>>>>
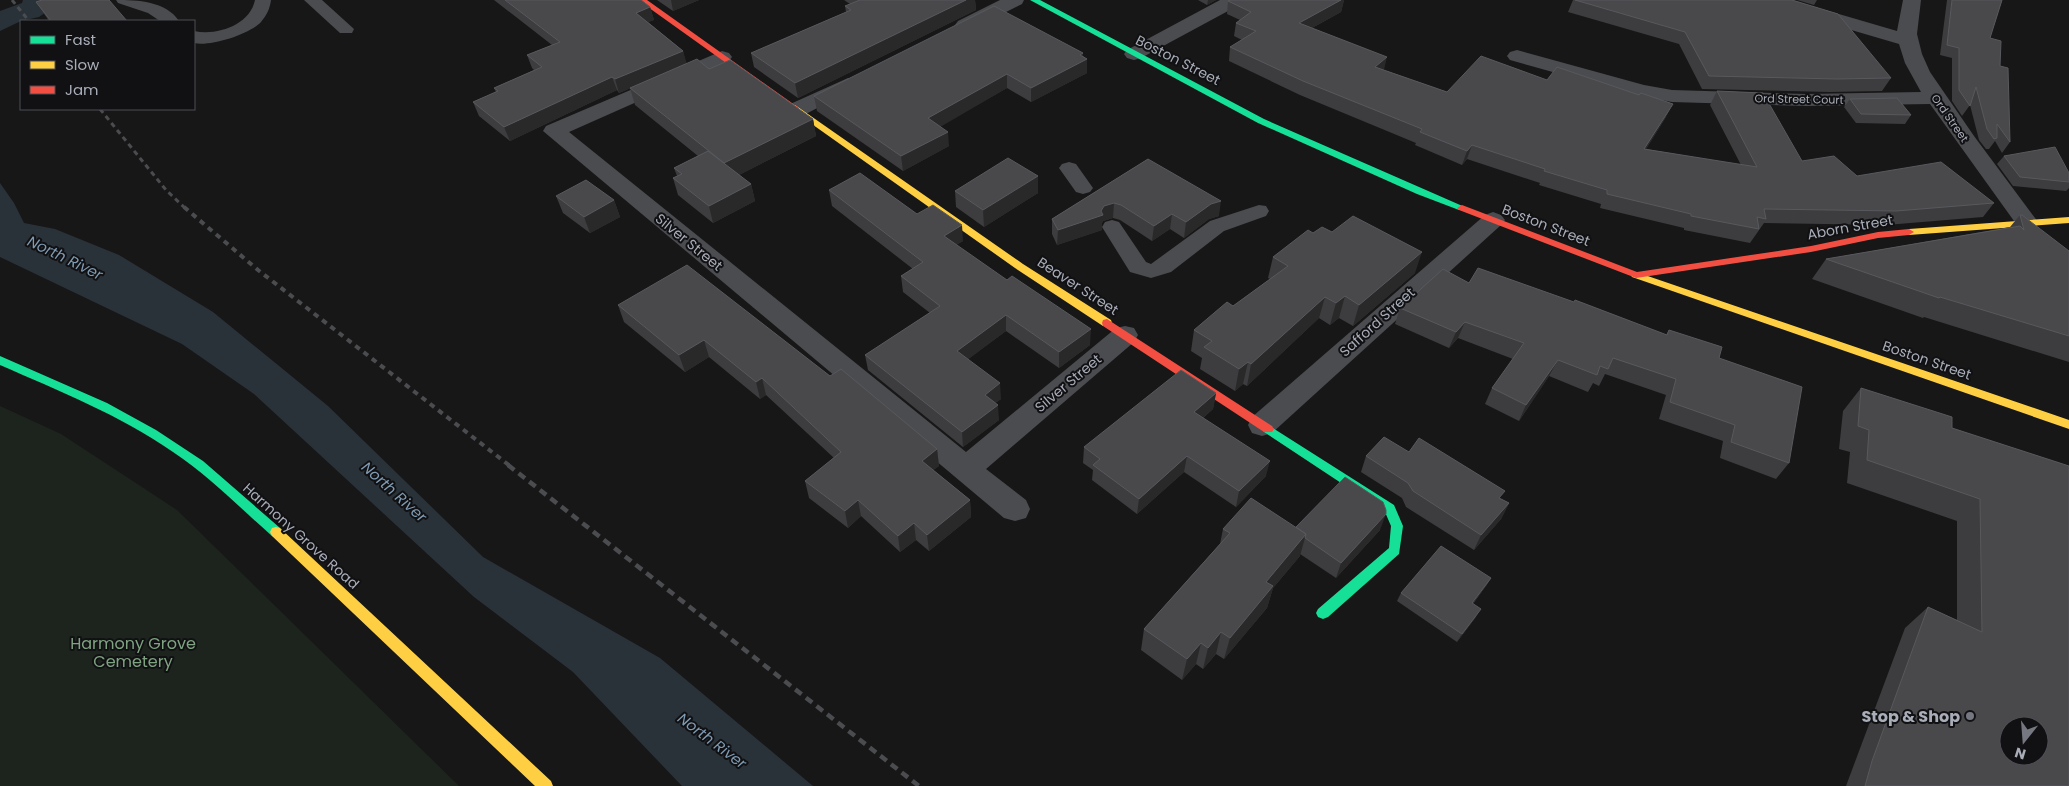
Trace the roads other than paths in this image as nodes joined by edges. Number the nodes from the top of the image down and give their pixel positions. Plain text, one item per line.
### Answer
1 (124, 0) edge
2 (263, 0) edge
3 (312, 0) edge
4 (642, 0) edge
5 (1015, 0) edge
6 (1034, 0) edge
7 (1234, 0) edge
8 (1770, 0) edge
9 (1912, 0) edge
10 (169, 20) edge
11 (346, 29) dead end
12 (945, 35) edge
13 (195, 37) edge
14 (1908, 40) junction
15 (1134, 54) junction
16 (1517, 56) dead end
17 (722, 57) junction
18 (866, 75) edge
19 (1936, 98) junction
20 (796, 110) junction
21 (1070, 168) dead end
22 (1083, 188) dead end
23 (1259, 211) dead end
24 (1493, 220) junction
25 (2069, 220) edge
26 (2027, 223) junction
27 (1112, 226) dead end
28 (1638, 275) junction
29 (1125, 336) junction
30 (0, 360) edge
31 (2069, 424) edge
32 (1262, 425) junction
33 (966, 469) junction
34 (1015, 509) dead end
35 (1323, 613) dead end
36 (546, 786) edge

1 - 10 lane
2 - 13 lane
3 - 11 lane
4 - 17 street, Beaver Street
5 - 12 street
6 - 15 street, Boston Street
7 - 15 street
8 - 14 street
9 - 14 street, Ord Street
14 - 19 street, Ord Street
15 - 24 street, Boston Street
16 - 19 street, Ord Street Court
17 - 20 street, Beaver Street
17 - 33 street, Silver Street
18 - 20 street
19 - 26 street, Ord Street
20 - 29 street, Beaver Street
21 - 22 lane
23 - 27 lane
24 - 28 street, Boston Street
24 - 32 street, Safford Street
25 - 26 street, Aborn Street
26 - 28 street, Aborn Street
28 - 31 street, Boston Street
29 - 32 street, Beaver Street
29 - 33 street, Silver Street
30 - 36 street, Harmony Grove Road
32 - 35 street, Beaver Street
33 - 34 street, Silver Street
<<<<
Print the records above again exactly. Leave out the images.

§ RESULT OF THIS TASK
Trace the roads other than paths in this image as nodes joined by edges. Number the nodes from the top of the image down and give their pixel positions. Plain text, one item per line.
### Answer
1 (124, 0) edge
2 (263, 0) edge
3 (312, 0) edge
4 (642, 0) edge
5 (1015, 0) edge
6 (1034, 0) edge
7 (1234, 0) edge
8 (1770, 0) edge
9 (1912, 0) edge
10 (169, 20) edge
11 (346, 29) dead end
12 (945, 35) edge
13 (195, 37) edge
14 (1908, 40) junction
15 (1134, 54) junction
16 (1517, 56) dead end
17 (722, 57) junction
18 (866, 75) edge
19 (1936, 98) junction
20 (796, 110) junction
21 (1070, 168) dead end
22 (1083, 188) dead end
23 (1259, 211) dead end
24 (1493, 220) junction
25 (2069, 220) edge
26 (2027, 223) junction
27 (1112, 226) dead end
28 (1638, 275) junction
29 (1125, 336) junction
30 (0, 360) edge
31 (2069, 424) edge
32 (1262, 425) junction
33 (966, 469) junction
34 (1015, 509) dead end
35 (1323, 613) dead end
36 (546, 786) edge

1 - 10 lane
2 - 13 lane
3 - 11 lane
4 - 17 street, Beaver Street
5 - 12 street
6 - 15 street, Boston Street
7 - 15 street
8 - 14 street
9 - 14 street, Ord Street
14 - 19 street, Ord Street
15 - 24 street, Boston Street
16 - 19 street, Ord Street Court
17 - 20 street, Beaver Street
17 - 33 street, Silver Street
18 - 20 street
19 - 26 street, Ord Street
20 - 29 street, Beaver Street
21 - 22 lane
23 - 27 lane
24 - 28 street, Boston Street
24 - 32 street, Safford Street
25 - 26 street, Aborn Street
26 - 28 street, Aborn Street
28 - 31 street, Boston Street
29 - 32 street, Beaver Street
29 - 33 street, Silver Street
30 - 36 street, Harmony Grove Road
32 - 35 street, Beaver Street
33 - 34 street, Silver Street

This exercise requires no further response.